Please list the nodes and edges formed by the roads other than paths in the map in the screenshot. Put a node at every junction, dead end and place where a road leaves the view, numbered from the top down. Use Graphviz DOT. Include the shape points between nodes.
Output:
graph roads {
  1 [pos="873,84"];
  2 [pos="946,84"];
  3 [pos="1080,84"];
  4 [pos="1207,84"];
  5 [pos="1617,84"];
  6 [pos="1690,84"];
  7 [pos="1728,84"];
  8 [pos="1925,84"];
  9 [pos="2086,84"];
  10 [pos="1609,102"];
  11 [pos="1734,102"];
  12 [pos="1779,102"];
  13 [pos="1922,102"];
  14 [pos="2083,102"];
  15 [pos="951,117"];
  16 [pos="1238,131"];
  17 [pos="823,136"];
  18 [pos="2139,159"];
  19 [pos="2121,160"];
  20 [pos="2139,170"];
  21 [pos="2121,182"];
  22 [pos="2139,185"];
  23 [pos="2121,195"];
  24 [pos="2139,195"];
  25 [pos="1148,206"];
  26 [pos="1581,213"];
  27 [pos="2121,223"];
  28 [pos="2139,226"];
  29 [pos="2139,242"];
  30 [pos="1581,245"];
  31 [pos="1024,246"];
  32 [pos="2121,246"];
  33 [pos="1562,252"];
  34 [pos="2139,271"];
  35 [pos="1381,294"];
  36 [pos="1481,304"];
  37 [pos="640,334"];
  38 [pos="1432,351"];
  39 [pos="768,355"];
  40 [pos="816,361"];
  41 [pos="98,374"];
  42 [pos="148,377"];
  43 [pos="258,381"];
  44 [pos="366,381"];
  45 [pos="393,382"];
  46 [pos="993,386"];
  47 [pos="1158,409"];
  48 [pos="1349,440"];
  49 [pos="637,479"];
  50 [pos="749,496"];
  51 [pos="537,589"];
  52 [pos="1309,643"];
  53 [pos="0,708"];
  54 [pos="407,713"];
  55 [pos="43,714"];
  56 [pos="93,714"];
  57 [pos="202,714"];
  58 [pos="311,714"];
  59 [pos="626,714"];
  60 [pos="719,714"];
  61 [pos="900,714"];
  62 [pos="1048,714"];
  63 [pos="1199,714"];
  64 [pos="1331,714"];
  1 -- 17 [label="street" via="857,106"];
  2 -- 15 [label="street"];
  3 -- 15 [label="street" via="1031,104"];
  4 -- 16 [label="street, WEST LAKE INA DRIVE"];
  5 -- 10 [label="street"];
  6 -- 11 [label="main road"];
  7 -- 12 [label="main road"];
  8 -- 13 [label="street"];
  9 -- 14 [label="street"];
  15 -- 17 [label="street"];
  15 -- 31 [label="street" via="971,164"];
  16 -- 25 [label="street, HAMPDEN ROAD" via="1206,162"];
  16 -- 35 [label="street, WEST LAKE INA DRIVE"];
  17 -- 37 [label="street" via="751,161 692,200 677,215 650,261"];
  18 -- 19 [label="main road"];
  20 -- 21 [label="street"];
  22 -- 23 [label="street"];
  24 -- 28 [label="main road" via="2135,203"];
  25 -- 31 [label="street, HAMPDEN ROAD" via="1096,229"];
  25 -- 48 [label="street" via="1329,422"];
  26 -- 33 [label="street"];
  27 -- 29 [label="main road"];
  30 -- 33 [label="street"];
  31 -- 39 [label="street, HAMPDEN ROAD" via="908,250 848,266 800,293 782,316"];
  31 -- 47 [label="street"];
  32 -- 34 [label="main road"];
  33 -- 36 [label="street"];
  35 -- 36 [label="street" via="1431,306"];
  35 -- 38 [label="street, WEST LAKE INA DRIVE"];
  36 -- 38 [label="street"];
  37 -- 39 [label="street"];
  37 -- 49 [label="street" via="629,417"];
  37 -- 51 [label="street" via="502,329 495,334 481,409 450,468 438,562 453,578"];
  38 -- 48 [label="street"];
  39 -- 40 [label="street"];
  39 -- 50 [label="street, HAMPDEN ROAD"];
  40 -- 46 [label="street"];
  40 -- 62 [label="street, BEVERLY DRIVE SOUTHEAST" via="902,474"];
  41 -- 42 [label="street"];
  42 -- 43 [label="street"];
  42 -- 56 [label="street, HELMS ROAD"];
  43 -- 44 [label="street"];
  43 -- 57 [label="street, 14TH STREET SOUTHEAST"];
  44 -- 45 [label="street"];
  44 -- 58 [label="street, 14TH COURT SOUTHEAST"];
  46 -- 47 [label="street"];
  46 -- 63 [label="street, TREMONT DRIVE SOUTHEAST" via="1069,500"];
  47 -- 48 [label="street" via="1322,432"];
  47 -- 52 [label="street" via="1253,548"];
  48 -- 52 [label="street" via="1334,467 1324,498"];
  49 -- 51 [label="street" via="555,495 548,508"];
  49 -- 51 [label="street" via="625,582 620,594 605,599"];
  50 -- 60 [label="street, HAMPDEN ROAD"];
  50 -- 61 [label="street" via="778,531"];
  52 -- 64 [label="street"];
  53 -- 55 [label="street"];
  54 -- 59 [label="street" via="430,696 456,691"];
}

==============================

- Try it -
Go through the listing above, and whenever a line holds the word "DRIVE", copy it.

- Output below -
  4 -- 16 [label="street, WEST LAKE INA DRIVE"];
  16 -- 35 [label="street, WEST LAKE INA DRIVE"];
  35 -- 38 [label="street, WEST LAKE INA DRIVE"];
  40 -- 62 [label="street, BEVERLY DRIVE SOUTHEAST" via="902,474"];
  46 -- 63 [label="street, TREMONT DRIVE SOUTHEAST" via="1069,500"];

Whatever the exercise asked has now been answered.